• [EXERCISE REQUIREMENTS] All of the records must be repeated exactly as they read.

Extracted records
---*---

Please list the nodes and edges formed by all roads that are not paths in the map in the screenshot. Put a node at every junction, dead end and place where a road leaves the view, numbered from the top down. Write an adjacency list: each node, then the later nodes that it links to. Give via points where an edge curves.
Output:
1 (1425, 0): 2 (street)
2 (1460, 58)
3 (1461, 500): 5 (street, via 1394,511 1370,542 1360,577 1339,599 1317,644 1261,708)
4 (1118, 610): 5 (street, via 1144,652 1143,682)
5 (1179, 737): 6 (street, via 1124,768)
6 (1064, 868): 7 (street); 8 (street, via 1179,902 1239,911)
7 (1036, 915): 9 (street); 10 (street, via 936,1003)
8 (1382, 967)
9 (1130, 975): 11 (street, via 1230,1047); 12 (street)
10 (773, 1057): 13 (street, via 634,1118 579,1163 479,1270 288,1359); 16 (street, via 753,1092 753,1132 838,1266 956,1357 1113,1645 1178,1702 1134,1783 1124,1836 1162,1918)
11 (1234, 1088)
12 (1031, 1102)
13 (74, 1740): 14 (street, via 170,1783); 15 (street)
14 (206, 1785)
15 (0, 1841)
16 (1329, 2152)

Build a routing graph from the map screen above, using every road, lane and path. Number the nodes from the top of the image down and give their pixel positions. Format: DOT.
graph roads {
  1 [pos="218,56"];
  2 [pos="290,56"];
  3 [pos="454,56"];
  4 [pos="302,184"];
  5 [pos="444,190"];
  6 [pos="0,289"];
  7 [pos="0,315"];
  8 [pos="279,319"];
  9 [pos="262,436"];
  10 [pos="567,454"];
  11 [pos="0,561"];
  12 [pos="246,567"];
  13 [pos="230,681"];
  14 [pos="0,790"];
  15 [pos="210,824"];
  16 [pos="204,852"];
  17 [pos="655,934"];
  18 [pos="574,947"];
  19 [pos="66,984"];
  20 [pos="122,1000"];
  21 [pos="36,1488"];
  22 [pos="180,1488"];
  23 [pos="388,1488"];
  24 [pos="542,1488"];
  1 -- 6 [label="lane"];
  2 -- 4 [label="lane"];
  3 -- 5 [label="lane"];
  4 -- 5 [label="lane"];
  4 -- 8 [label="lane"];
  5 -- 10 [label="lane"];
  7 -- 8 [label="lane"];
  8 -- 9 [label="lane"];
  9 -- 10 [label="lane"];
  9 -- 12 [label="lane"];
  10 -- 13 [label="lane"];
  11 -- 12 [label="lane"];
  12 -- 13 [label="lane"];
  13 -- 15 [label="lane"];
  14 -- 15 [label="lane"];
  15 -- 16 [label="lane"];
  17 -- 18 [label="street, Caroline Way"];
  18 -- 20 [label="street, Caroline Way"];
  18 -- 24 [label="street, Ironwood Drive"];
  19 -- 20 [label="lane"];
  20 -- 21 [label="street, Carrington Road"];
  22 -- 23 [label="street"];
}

---*---

• [ANSWER TO THIS TASK]
Please list the nodes and edges formed by all roads that are not paths in the map in the screenshot. Put a node at every junction, dead end and place where a road leaves the view, numbered from the top down. Write an adjacency list: each node, then the later nodes that it links to. Give via points where an edge curves.
Output:
1 (1425, 0): 2 (street)
2 (1460, 58)
3 (1461, 500): 5 (street, via 1394,511 1370,542 1360,577 1339,599 1317,644 1261,708)
4 (1118, 610): 5 (street, via 1144,652 1143,682)
5 (1179, 737): 6 (street, via 1124,768)
6 (1064, 868): 7 (street); 8 (street, via 1179,902 1239,911)
7 (1036, 915): 9 (street); 10 (street, via 936,1003)
8 (1382, 967)
9 (1130, 975): 11 (street, via 1230,1047); 12 (street)
10 (773, 1057): 13 (street, via 634,1118 579,1163 479,1270 288,1359); 16 (street, via 753,1092 753,1132 838,1266 956,1357 1113,1645 1178,1702 1134,1783 1124,1836 1162,1918)
11 (1234, 1088)
12 (1031, 1102)
13 (74, 1740): 14 (street, via 170,1783); 15 (street)
14 (206, 1785)
15 (0, 1841)
16 (1329, 2152)

Build a routing graph from the map screen above, using every road, lane and path. Number the nodes from the top of the image down and give their pixel positions. Format: DOT.
graph roads {
  1 [pos="218,56"];
  2 [pos="290,56"];
  3 [pos="454,56"];
  4 [pos="302,184"];
  5 [pos="444,190"];
  6 [pos="0,289"];
  7 [pos="0,315"];
  8 [pos="279,319"];
  9 [pos="262,436"];
  10 [pos="567,454"];
  11 [pos="0,561"];
  12 [pos="246,567"];
  13 [pos="230,681"];
  14 [pos="0,790"];
  15 [pos="210,824"];
  16 [pos="204,852"];
  17 [pos="655,934"];
  18 [pos="574,947"];
  19 [pos="66,984"];
  20 [pos="122,1000"];
  21 [pos="36,1488"];
  22 [pos="180,1488"];
  23 [pos="388,1488"];
  24 [pos="542,1488"];
  1 -- 6 [label="lane"];
  2 -- 4 [label="lane"];
  3 -- 5 [label="lane"];
  4 -- 5 [label="lane"];
  4 -- 8 [label="lane"];
  5 -- 10 [label="lane"];
  7 -- 8 [label="lane"];
  8 -- 9 [label="lane"];
  9 -- 10 [label="lane"];
  9 -- 12 [label="lane"];
  10 -- 13 [label="lane"];
  11 -- 12 [label="lane"];
  12 -- 13 [label="lane"];
  13 -- 15 [label="lane"];
  14 -- 15 [label="lane"];
  15 -- 16 [label="lane"];
  17 -- 18 [label="street, Caroline Way"];
  18 -- 20 [label="street, Caroline Way"];
  18 -- 24 [label="street, Ironwood Drive"];
  19 -- 20 [label="lane"];
  20 -- 21 [label="street, Carrington Road"];
  22 -- 23 [label="street"];
}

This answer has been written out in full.